Furthermore, the company shares that 49 of the 60 patients (81.7%) received no further thromboemboli removal treatment within 30 days post Pounce system use and that product use was well tolerated, with only one patient (1.7%) experiencing device-related adverse events.

Surmodics notes that previous studies of aspiration thrombectomy for symptomatic limb ischaemia excluded patients with symptom duration greater than 14 days or patients whose thrombi or emboli were not fresh. In the 60-patient PROWL cohort, however, 60% of patients presented with acute (≤14 days) limb ischaemia, 16.7% with subacute (15–28 days) limb ischaemia, and nearly one in four (23.3%) presented with chronic (>28 days) limb ischaemia. Forty patients (66.7%) in the 60-patient cohort avoided an intensive care unit (ICU) admission, while 49 (81.7%) were discharged home.

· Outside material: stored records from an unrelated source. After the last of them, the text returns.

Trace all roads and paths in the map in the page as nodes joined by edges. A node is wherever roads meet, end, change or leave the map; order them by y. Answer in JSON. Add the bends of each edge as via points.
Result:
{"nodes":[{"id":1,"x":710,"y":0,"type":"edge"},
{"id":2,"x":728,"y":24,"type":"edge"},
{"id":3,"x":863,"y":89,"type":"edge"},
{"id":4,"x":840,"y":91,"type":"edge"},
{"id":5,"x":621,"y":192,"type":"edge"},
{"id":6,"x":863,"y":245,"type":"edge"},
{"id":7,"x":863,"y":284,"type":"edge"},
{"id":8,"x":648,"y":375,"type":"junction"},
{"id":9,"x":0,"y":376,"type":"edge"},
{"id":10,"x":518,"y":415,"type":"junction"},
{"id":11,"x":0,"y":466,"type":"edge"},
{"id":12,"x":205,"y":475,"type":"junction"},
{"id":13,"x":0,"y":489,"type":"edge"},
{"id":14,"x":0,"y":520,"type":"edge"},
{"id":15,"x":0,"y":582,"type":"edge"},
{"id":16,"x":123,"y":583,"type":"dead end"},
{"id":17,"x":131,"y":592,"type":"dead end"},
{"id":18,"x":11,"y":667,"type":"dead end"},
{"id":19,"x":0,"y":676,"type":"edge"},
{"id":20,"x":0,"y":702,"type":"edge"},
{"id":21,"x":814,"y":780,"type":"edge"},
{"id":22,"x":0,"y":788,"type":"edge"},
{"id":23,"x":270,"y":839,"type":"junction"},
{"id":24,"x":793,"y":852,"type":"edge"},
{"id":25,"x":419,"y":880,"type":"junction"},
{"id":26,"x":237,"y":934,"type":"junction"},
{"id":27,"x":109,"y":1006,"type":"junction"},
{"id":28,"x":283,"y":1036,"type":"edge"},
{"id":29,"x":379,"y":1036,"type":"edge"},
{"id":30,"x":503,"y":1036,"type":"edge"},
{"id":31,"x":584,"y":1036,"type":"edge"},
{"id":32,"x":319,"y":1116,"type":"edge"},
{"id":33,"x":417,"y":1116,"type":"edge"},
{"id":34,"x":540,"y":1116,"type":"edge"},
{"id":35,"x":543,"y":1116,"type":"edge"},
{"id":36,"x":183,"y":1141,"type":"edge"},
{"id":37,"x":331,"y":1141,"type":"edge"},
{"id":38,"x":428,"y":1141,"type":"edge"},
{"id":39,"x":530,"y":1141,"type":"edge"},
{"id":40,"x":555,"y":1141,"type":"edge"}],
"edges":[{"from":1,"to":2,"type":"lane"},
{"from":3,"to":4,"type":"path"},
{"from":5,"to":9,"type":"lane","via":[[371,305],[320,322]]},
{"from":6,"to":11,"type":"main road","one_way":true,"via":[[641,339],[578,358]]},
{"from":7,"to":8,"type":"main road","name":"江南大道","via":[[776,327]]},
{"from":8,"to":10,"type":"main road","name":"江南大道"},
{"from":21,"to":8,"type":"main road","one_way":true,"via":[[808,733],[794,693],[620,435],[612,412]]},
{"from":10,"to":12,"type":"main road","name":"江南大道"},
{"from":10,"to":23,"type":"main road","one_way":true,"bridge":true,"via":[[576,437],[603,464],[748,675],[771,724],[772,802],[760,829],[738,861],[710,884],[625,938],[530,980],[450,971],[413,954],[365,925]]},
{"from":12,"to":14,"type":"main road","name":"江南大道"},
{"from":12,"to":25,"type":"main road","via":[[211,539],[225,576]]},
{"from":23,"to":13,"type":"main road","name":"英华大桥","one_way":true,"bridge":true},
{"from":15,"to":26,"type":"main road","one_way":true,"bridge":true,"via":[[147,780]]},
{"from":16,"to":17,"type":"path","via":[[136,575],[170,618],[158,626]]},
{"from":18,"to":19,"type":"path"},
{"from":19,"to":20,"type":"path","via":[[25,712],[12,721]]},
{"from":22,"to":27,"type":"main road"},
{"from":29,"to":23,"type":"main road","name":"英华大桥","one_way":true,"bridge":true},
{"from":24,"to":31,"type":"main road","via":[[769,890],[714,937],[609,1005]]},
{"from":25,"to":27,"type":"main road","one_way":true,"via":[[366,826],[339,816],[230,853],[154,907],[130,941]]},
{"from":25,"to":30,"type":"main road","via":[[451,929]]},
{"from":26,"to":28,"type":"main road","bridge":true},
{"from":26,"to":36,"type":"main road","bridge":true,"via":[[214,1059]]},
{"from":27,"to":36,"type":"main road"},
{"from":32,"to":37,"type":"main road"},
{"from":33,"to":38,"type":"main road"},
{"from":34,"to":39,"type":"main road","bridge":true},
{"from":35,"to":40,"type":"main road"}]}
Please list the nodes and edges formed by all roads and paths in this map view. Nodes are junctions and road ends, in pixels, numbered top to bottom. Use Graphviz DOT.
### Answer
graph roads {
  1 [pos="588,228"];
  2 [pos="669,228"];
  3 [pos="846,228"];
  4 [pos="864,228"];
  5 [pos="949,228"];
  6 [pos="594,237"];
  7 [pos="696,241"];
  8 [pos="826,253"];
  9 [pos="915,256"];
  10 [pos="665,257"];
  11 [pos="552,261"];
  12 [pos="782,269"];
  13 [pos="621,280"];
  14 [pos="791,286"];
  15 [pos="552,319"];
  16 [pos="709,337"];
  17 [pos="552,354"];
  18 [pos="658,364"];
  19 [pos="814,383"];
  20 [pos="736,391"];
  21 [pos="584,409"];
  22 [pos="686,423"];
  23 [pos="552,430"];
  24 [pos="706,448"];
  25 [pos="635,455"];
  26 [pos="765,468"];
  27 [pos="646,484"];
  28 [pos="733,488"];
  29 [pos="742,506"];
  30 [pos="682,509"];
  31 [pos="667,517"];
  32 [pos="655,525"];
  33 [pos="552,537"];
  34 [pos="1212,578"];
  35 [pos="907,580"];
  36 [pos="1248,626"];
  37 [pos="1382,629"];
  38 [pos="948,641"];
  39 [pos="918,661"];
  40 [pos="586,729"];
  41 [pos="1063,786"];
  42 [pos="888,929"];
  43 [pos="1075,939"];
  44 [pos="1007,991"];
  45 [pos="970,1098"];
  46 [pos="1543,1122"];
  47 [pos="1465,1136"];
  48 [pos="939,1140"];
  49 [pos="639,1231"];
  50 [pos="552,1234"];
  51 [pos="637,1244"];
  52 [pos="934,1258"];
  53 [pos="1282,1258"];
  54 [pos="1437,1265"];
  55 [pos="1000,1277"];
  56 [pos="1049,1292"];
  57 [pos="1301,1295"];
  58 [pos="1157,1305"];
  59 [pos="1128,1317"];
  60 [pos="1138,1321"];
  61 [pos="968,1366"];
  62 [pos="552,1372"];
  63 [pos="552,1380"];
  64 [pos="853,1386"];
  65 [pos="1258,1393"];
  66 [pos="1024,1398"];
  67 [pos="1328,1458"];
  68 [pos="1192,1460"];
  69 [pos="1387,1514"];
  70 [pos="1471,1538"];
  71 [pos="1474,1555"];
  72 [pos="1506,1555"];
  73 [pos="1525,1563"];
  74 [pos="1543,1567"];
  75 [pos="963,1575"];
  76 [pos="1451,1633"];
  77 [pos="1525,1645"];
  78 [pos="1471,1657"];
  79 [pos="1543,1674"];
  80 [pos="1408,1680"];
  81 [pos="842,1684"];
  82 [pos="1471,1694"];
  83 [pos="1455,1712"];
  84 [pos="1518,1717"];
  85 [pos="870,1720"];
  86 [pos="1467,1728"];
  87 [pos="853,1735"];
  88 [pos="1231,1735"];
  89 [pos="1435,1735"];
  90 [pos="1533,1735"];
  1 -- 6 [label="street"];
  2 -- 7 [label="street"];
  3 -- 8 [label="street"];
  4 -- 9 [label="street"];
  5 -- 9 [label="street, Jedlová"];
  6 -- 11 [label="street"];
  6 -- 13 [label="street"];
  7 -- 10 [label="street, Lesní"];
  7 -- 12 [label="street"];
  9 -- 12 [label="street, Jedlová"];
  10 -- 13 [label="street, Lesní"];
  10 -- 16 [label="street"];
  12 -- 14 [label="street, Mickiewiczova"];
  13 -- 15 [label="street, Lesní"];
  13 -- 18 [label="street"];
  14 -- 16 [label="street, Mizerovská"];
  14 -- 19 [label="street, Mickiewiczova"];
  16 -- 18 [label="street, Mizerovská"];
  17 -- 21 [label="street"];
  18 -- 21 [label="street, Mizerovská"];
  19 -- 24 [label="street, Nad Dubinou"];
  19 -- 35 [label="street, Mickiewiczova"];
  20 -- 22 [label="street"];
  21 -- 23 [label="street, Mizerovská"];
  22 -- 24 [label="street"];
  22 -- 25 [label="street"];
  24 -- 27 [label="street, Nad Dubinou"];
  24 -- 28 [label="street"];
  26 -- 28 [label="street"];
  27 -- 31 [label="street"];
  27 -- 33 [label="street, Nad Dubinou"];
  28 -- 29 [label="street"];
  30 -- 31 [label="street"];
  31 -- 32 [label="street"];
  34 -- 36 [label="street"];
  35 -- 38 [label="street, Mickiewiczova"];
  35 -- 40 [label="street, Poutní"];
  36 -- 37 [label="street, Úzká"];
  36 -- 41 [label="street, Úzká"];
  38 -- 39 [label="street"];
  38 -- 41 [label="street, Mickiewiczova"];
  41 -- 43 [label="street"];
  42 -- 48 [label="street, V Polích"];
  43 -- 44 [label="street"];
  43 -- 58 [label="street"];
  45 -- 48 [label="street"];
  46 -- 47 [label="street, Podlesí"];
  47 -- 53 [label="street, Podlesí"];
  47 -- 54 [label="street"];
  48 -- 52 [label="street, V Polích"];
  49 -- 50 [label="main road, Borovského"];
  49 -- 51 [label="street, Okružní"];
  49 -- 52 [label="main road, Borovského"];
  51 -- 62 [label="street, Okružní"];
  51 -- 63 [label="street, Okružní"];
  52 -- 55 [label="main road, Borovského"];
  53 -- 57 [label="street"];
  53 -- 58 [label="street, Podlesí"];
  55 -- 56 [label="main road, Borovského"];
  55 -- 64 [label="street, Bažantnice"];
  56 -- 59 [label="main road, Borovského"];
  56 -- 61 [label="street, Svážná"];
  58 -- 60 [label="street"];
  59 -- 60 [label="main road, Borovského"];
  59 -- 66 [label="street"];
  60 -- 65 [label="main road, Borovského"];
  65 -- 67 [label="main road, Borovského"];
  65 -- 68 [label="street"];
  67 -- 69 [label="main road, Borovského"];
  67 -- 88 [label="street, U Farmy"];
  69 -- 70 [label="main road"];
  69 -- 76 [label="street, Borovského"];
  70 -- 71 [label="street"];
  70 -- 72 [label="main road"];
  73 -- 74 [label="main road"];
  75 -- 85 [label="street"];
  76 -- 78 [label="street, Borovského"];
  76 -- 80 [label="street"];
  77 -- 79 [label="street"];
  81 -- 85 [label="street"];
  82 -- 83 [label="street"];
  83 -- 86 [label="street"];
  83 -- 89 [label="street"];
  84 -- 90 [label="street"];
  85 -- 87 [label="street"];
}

“Although patients with limb ischaemia often seek care acutely, many patients present after experiencing symptoms for several days or weeks,” said Campbell. “As a result, operators are often challenged to remove clots of mixed morphology and chronicity, which may impact procedural success rates both with thrombolytic and primary aspiration strategies. These early PROWL results suggest that the Pounce thrombectomy system is effective as a standalone solution for removing acute-to-chronic clot in real-world clinical settings without use of adjunctive thrombolytics, aspiration devices, or surgery.”

He added: “In terms of healthcare resource utilisation, the high rate of ICU avoidance and discharge home in this very ill population is encouraging. We’re eagerly awaiting further results from this highly promising registry study.”